Most people confuse a big problem with an urgent one. The buyer clearly hurts, so you assume they will act soon. But pain with no deadline waits. There is always something more urgent this week. So the deal sits in your pipeline, month after month, marked as "strong," while nothing actually happens. You never found the thing that forces a date, because you never asked what makes this a decision they have to make now, not someday.
Good sellers hunt for the deadline behind the pain. They ask what changes on a certain date, and what happens if the buyer misses it. They look for a real event: a contract renewal, a busy season, a board promise, a new law. Then they tie the deal to that date. Now the buyer is not choosing whether to act, they are choosing whether to be ready in time. That is what turns a maybe into a must.
Pain tells you it matters. This question tells you when. Ask what is forcing a decision this quarter rather than next year.
"Why solve this now, and not in twelve months? Is there a date driving it?"
Search for an event with a date and a consequence. A contract ending, a busy season, a new rule, a target the buyer promised the board.
"Our current tool renews in March, and a big hiring push starts right after. That's the date."
A date only drives action if there is a cost to missing it. Get the buyer to say what happens if this is not fixed in time.
"If it's not live before the hiring push, what happens? ... We miss the growth number, and that's on me at the review."
"They've got real pain around hiring, so this one's strong. I'm sure they'll move soon." You have pain but no date. Three months later the deal has not moved an inch, because nothing was forcing the buyer to choose a time.
"They've got real pain, and their tool renews in March right before a hiring push. If we're not live by then, they miss their growth number and the board asks why. That's the compelling event, so we work back from March."
Same pain. One deal drifts because nothing sets a clock. The other moves because a real date, with a real cost, forces the buyer to decide.
You have got this when your live deals each have a date that forces action, not just a painful problem. Look at your pipeline. For each deal, can you name the event driving the timeline, and the cost of missing it? If yes, your forecast just got a lot more honest. Pain tells you a deal is real. A compelling event tells you when it will close. Without the date, even your best deals can sit still.
A compelling event is a dated trigger with real consequences that forces a buyer to act by a certain time. It could be a contract ending, a busy season, a new rule, or a target promised to the board. It is different from pain. Pain says the problem is worth solving. The compelling event says it must be solved by a date, or something bad happens. That deadline is what drives a deal to close.

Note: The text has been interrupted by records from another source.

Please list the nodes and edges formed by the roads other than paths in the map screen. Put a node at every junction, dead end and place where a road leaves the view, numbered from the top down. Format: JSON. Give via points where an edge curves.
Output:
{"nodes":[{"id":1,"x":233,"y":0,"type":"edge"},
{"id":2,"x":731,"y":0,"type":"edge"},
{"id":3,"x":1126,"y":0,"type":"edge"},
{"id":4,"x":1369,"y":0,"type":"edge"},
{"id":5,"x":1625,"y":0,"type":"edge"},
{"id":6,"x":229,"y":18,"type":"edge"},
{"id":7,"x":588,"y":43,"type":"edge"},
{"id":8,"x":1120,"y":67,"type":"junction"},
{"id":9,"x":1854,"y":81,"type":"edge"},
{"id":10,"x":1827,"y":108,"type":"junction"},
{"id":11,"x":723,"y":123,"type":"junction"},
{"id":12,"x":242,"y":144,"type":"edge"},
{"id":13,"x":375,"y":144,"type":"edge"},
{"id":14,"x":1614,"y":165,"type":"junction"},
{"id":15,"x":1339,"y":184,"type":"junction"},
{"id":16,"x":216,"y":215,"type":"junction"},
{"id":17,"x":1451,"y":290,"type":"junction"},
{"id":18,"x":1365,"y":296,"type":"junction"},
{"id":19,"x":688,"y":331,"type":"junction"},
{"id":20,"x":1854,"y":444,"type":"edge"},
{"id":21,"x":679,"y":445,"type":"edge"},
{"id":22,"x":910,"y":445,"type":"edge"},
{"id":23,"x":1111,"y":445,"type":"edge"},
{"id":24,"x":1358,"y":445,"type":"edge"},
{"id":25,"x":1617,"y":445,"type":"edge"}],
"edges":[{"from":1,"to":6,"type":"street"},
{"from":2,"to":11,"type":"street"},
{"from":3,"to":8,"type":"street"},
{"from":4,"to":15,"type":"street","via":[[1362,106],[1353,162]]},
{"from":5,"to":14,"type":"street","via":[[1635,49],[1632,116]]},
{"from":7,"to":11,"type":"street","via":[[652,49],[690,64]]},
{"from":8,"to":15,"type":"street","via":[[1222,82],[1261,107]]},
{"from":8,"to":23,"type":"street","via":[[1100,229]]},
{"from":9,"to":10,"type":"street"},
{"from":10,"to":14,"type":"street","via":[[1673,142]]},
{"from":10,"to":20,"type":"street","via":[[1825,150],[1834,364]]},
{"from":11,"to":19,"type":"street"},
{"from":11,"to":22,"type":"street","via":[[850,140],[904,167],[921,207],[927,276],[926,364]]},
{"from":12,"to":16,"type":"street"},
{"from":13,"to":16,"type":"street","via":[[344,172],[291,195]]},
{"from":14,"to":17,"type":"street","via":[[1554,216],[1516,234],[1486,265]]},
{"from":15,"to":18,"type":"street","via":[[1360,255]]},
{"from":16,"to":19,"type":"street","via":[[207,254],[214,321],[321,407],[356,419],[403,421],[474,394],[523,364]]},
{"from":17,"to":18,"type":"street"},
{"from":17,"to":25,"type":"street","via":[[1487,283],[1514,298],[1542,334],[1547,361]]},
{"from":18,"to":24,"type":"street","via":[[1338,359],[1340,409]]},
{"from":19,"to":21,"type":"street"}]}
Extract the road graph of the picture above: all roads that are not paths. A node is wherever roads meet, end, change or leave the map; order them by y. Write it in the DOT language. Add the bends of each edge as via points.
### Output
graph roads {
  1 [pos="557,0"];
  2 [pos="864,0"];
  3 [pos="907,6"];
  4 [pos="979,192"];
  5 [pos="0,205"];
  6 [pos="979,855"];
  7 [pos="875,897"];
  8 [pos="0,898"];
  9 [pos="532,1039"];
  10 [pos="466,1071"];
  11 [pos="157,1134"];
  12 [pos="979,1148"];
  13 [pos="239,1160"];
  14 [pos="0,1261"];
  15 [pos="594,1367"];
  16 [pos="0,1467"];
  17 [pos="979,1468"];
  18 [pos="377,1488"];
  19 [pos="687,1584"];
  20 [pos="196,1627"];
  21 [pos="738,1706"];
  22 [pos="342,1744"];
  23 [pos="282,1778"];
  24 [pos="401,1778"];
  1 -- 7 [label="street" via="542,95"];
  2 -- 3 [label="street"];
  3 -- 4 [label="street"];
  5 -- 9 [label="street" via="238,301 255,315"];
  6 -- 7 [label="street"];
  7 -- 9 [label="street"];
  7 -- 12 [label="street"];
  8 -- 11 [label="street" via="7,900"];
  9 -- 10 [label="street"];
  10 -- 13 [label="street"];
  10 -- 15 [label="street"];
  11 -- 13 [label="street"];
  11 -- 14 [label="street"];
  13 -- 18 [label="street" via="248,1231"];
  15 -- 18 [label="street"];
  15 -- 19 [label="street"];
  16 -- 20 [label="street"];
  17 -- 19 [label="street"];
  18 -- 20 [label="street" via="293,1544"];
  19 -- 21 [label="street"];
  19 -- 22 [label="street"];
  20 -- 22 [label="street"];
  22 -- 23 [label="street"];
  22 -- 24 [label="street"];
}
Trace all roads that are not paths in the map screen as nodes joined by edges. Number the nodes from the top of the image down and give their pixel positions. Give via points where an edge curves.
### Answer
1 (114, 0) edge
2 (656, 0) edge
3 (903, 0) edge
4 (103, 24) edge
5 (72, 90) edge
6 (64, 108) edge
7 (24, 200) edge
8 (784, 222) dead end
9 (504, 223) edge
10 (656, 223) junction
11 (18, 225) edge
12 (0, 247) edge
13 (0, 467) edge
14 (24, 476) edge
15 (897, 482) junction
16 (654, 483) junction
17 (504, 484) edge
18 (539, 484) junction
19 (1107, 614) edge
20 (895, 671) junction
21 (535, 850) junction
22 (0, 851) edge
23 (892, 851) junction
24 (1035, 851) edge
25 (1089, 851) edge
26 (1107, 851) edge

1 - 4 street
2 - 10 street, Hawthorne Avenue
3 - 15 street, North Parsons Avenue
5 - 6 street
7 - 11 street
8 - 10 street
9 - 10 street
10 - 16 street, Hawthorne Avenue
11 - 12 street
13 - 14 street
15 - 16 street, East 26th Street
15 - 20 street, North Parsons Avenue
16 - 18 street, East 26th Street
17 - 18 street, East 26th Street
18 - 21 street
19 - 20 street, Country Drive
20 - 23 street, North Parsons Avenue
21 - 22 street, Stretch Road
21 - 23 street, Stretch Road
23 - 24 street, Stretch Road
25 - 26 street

Pain is the problem the buyer wants to fix. A compelling event is the deadline that forces them to fix it now. A buyer can have strong pain and still wait for years, because there is no clock. The compelling event adds the clock: a real date, with a real cost for missing it. You need both. Pain makes the deal worth doing, the event makes it happen on time.
Ask what makes this a decision for now rather than next year. Then look for a real dated trigger: a renewal, a launch, a busy period, a new law, a board promise. Finally, ask what missing that date costs. If the buyer can name a date and a consequence, you have found the compelling event. If nothing has a deadline, the deal may not be as urgent as it looks.
That is important to know, not a dead end. First dig harder, because a real deadline is often there but unspoken, like a renewal or a target. If there genuinely is not one, the deal will likely drift no matter how much the buyer likes you. You can help by making the cost of waiting undeniable, but be honest in your forecast. A deal with no date rarely closes when you hope.